# Your choice of sheetrock?



## GCTex (Mar 17, 2015)

Hi guys.

We're in the process of reviewing each and every single piece of material that we use to build our homes. Like you, quality, customer satisfaction and zero call backs are the goal.

Every time we get prices back from our suppliers, they are pushing lightweight sheetrock. Obviously all things being equal, we all prefer material that is lighter, but not at the expense of quality. I haven't had any issues so far with the lightweight we've used but I think the experiences of the masses like you can find here, trumps the small sample size of our personal experience. *In other words, much of the negative feedback on lightweight rock has me concerned*.

I love the advancement of building materials however I'm not a guinea pig used for testing. I want what has been proven to work and I'll leave it to others to be the pioneers. I want a clean, flat wall with no pops.
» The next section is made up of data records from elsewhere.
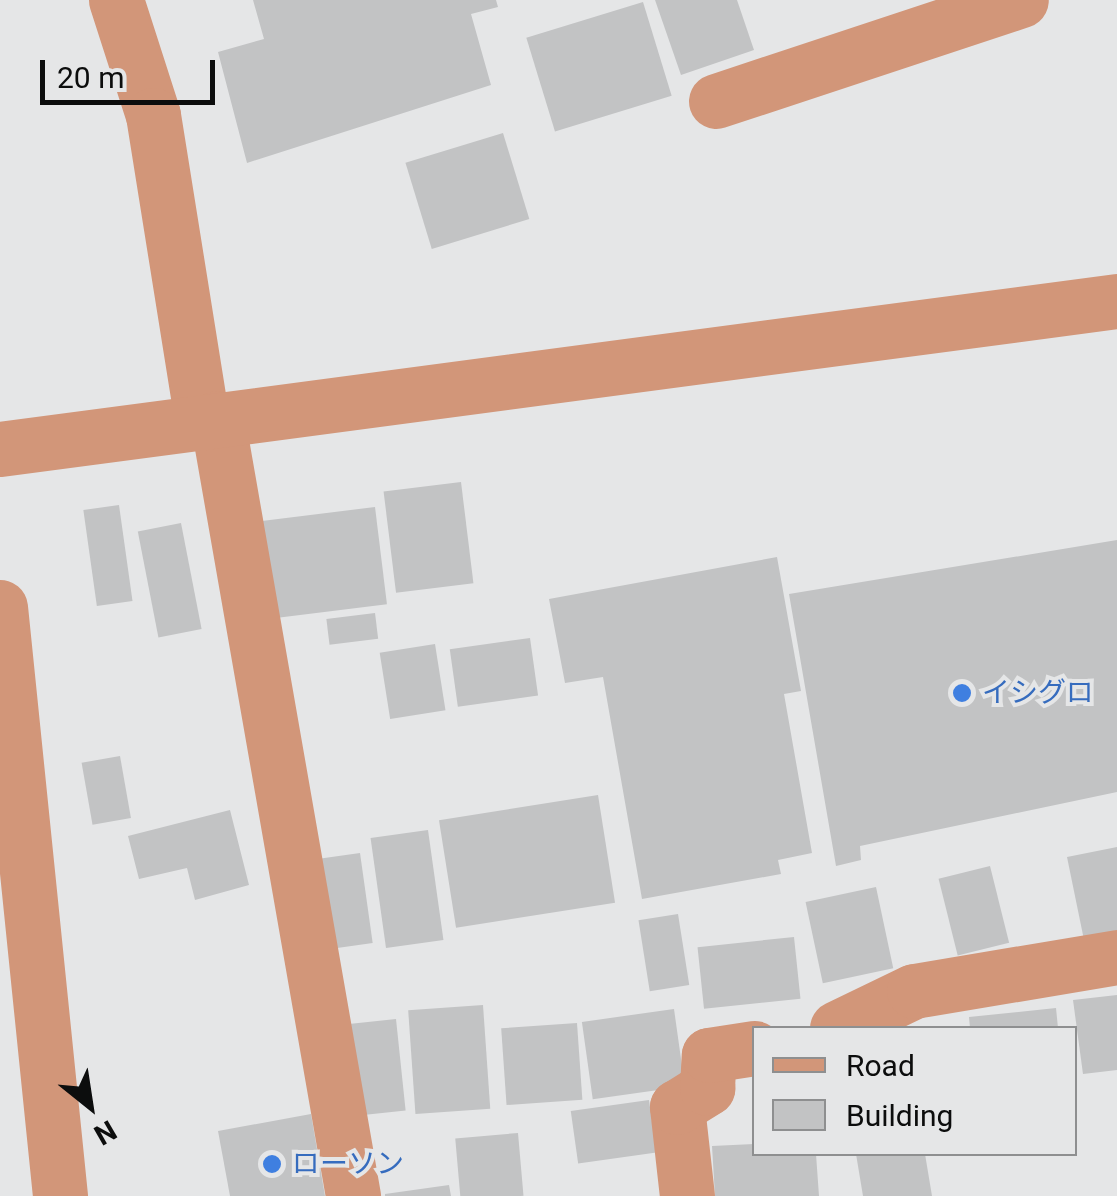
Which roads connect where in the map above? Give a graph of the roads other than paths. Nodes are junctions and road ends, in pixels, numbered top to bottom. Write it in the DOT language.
graph roads {
  1 [pos="116,0"];
  2 [pos="1022,0"];
  3 [pos="716,101"];
  4 [pos="1117,301"];
  5 [pos="209,419"];
  6 [pos="0,448"];
  7 [pos="0,607"];
  8 [pos="1117,957"];
  9 [pos="841,1026"];
  10 [pos="752,1048"];
  11 [pos="60,1196"];
  12 [pos="352,1196"];
  13 [pos="686,1196"];
  1 -- 5 [label="street"];
  2 -- 3 [label="street"];
  4 -- 5 [label="street"];
  5 -- 6 [label="street"];
  5 -- 12 [label="street"];
  7 -- 11 [label="street"];
  8 -- 9 [label="street"];
  10 -- 13 [label="street"];
}
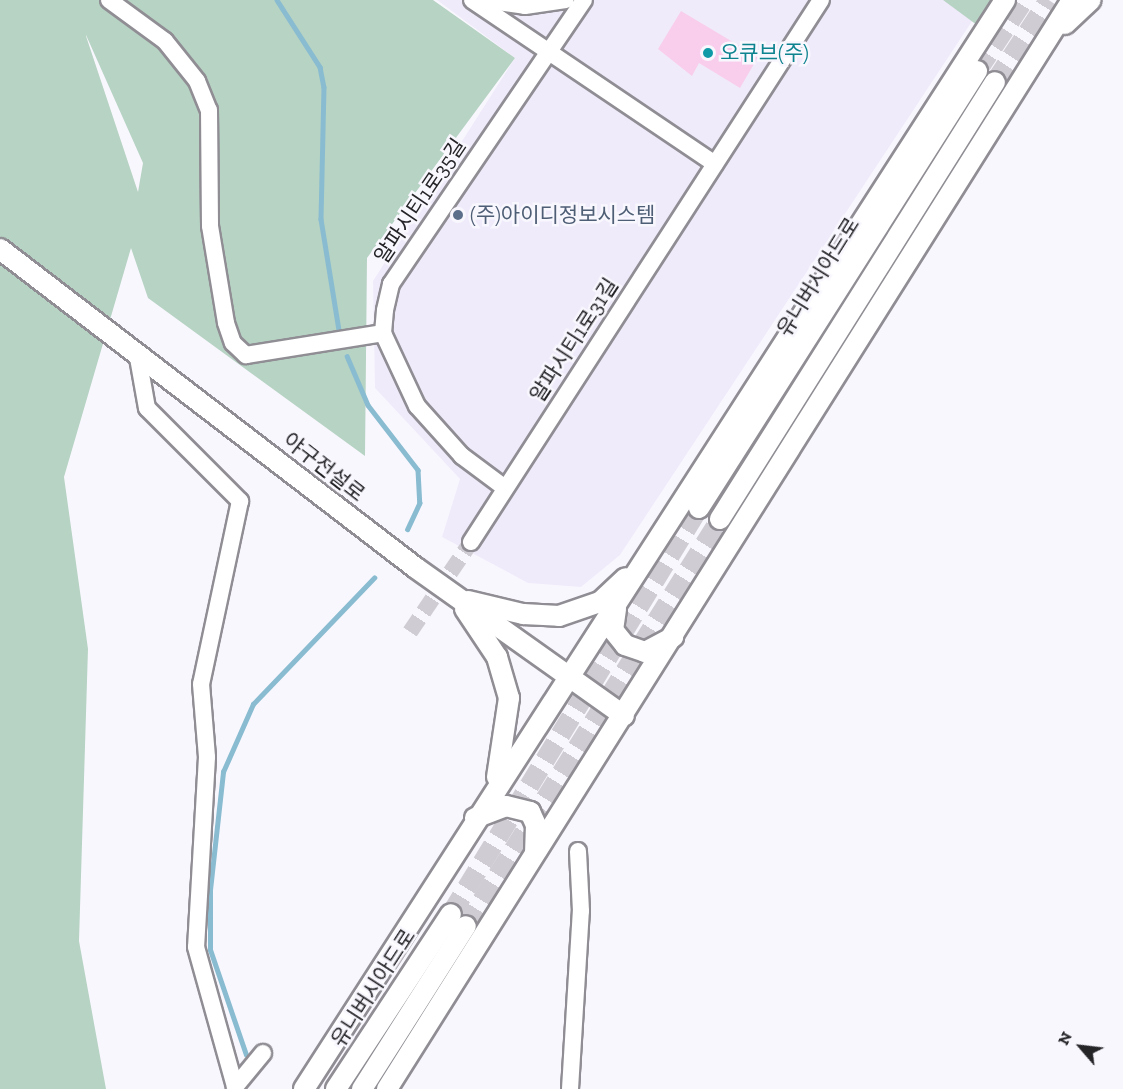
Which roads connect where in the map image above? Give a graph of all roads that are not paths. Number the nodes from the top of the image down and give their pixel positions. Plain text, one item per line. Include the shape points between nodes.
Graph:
1 (109, 0) edge
2 (472, 0) edge
3 (484, 0) edge
4 (566, 0) edge
5 (584, 0) edge
6 (821, 0) edge
7 (1072, 0) edge
8 (1091, 0) edge
9 (1003, 3) edge
10 (1051, 35) junction
11 (546, 53) junction
12 (977, 71) tunnel mouth
13 (995, 82) tunnel mouth
14 (715, 164) junction
15 (0, 249) edge
16 (383, 333) junction
17 (137, 352) junction
18 (505, 488) junction
19 (699, 508) tunnel mouth
20 (720, 519) tunnel mouth
21 (471, 542) tunnel mouth
22 (643, 562) junction
23 (459, 599) junction
24 (617, 606) junction
25 (674, 637) junction
26 (569, 678) junction
27 (624, 716) junction
28 (492, 796) junction
29 (475, 818) junction
30 (578, 851) dead end
31 (535, 854) junction
32 (263, 1053) dead end
33 (304, 1089) edge
34 (336, 1089) edge
35 (362, 1089) edge
36 (387, 1089) edge
37 (570, 1089) edge

1 - 16 street via 165,41 197,81 209,110 210,226 226,323 233,343 246,355
2 - 11 street
3 - 4 street via 525,6
5 - 11 street, 알파시티1로35길
6 - 14 street, 알파시티1로31길
7 - 10 main road
8 - 10 main road
9 - 22 main road
10 - 25 main road
11 - 14 street
11 - 16 street, 알파시티1로35길 via 391,284
12 - 19 main road, 유니버시아드로
13 - 20 main road
14 - 18 street, 알파시티1로31길
15 - 17 main road, 야구전설로
16 - 18 street via 417,406 462,456
17 - 23 main road, 야구전설로
17 - 32 street via 147,408 240,501 201,684 207,757 196,947 235,1087
18 - 21 street, 알파시티1로31길
22 - 23 main road via 600,602 559,616 523,614
22 - 24 main road
23 - 26 main road, 야구전설로
23 - 28 main road via 497,657 509,698 504,754
24 - 25 main road via 613,630 625,645 645,652
24 - 26 main road
25 - 27 main road
26 - 27 main road, 야구전설로
26 - 28 main road
27 - 31 main road
28 - 29 main road
29 - 31 main road via 506,806 530,812 536,825
29 - 33 main road
30 - 37 street via 581,911
31 - 36 main road
34 - 35 main road, 유니버시아드로 via 458,920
What is your preferred brand of sheetrock that is a proven winner? I understand that everyone can have differing opinions and that's fine. I've found that with discussions of materials, there are usually a few that rise to the top overall and they will provide the quality most are looking for.

Thanks for your take.


----------



## thefinisher (Sep 2, 2011)

Quite honestly it seems to be a regional thing. Different factories make it a bit different than the next even if it is the same brand. If you want relatively consistent quality then fork over the extra dollars to use all 5/8.


----------



## moore (Dec 2, 2010)

GCTex said:


> Hi guys.
> 
> We're in the process of reviewing each and every single piece of material that we use to build our homes. Like you, quality, customer satisfaction and zero call backs are the goal.
> 
> ...


Call a plasterer !!!


----------



## moore (Dec 2, 2010)

thefinisher said:


> Quite honestly it seems to be a regional thing. Different factories make it a bit different than the next even if it is the same brand. If you want relatively consistent quality then fork over the extra dollars to use all 5/8.


That ain't solving chit!


----------



## Bevelation (Dec 20, 2008)

In my area there are 2 mfg's of board that are available. Certainteed and GP. Certainteed is by far better board. Easier to hang and finish. It used to have issues with beading butts, and it happens now and then, but not like it used to. Bevels aren't cavernous so I don't use much mud. I can travel about 40 feet between fills running the 10" box. Angles finish with one coat consistently.

GP board here is GARBAGE. I hate it in every aspect of finishing. First coat on butts often delaminates the paper edge of the joint so it humps out, forcing a 3 coat finish. The factory cuts are often out of square. Sheets are "wavy". Bevels are deep and undefined. I don't get more than 25 feet between fills on the box. Angles don't flush square and flat with one coat. Board is brittle, damages easily. Some areas have blisters not from loading damage. I'm told that board leaves the factory green with no time to cure. Screws pop a lot. Whatever the case, I don't have much pride finishing with GP brand board.


----------



## P.A. ROCKER (Jul 15, 2011)

There's no regular 1/2" in my area that I'm aware of. I thought everything is now, so called, "lightweight". To the best of my knowledge most all available rock is no what it used to be. 

I heard in the rumor mill lightweight is on the way out. Too many problems.
We'll see.


----------



## moore (Dec 2, 2010)

P.A. ROCKER said:


> There's no regular 1/2" in my area that I'm aware of. I thought everything is now, so called, "lightweight". To the best of my knowledge most all available rock is no what it used to be.
> 
> I heard in the rumor mill lightweight is on the way out. Too many problems.
> We'll see.


Hope your right


----------



## thefinisher (Sep 2, 2011)

moore said:


> That ain't solving chit!


Around here the 5/8 is much better than the 1/2 lightweight. Although we can get regular weight rock whenever we want.


----------



## nodnarb (Apr 25, 2014)

thefinisher said:


> Quite honestly it seems to be a regional thing. Different factories make it a bit different than the next even if it is the same brand. If you want relatively consistent quality then fork over the extra dollars to use all 5/8.


The 5/8" is garbage too. 

Commercial guy sounding off.

OP anything but certainteed and lightweight board.


----------



## moore (Dec 2, 2010)

nodnarb said:


> The 5/8" is garbage too.
> 
> Commercial guy sounding off.
> 
> OP anything but certainteed and lightweight board.


Yep! :yes:


----------



## Wimpy65 (Dec 17, 2013)

What is your preferred brand of sheetrock that is a proven winner?

I use all USG drywall & joint compounds. I find USG to best the best board around here ("proven winner"?, maybe not). In my area I can't get any regular drywall, only lightweight.

I had an idea to use USG Imperial Base and finish it like drywall. My local supplier still stocks the stuff and it seems nice. Has anyone ever tried that? Would the suction of the board be a problem for the painter?

Yep, I'm a desparate drywaller trying to get away from this "new, improved" drywall!


----------